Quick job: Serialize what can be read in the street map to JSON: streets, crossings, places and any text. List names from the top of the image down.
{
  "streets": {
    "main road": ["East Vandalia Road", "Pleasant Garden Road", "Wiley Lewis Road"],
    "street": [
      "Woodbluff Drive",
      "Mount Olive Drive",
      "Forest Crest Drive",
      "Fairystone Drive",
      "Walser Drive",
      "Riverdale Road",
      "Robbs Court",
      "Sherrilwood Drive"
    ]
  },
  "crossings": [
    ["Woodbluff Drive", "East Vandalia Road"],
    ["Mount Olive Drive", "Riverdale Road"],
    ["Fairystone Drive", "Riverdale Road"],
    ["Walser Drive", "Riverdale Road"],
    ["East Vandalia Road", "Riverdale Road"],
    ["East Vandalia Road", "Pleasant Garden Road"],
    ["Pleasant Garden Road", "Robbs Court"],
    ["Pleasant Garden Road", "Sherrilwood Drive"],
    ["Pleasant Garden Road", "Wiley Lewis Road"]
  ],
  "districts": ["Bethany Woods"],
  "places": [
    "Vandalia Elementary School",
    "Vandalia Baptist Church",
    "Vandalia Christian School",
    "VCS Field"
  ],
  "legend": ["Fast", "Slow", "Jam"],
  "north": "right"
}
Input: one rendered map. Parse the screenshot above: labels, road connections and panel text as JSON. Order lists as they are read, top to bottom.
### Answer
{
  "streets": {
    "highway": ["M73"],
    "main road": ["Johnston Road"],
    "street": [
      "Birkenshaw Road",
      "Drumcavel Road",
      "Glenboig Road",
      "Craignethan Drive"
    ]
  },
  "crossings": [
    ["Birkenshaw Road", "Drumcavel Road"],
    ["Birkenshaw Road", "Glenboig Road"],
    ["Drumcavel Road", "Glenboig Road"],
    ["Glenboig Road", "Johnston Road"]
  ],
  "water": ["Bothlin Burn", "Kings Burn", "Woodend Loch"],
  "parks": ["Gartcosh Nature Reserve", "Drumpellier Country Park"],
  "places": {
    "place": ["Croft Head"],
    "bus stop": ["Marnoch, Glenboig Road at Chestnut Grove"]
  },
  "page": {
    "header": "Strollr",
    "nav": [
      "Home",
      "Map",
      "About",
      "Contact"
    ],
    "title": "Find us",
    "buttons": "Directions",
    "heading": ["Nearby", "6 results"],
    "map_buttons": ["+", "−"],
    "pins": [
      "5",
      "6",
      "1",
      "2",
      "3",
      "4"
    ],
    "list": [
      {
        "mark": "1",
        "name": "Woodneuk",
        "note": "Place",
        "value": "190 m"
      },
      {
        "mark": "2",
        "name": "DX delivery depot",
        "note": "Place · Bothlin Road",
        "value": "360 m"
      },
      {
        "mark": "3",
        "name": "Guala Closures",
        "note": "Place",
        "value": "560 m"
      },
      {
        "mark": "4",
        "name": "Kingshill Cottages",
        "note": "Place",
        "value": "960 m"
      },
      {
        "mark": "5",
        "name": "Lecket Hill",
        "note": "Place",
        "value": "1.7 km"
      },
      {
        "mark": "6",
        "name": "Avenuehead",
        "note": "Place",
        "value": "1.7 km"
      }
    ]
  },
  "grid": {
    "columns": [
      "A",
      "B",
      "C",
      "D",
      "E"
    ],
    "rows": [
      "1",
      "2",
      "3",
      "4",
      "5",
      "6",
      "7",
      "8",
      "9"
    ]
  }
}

•••••

> [Work request] What number of lines in the listing contain the word "Riverdale"? Supply the number with no accompanying text.

> [Exercise response] 5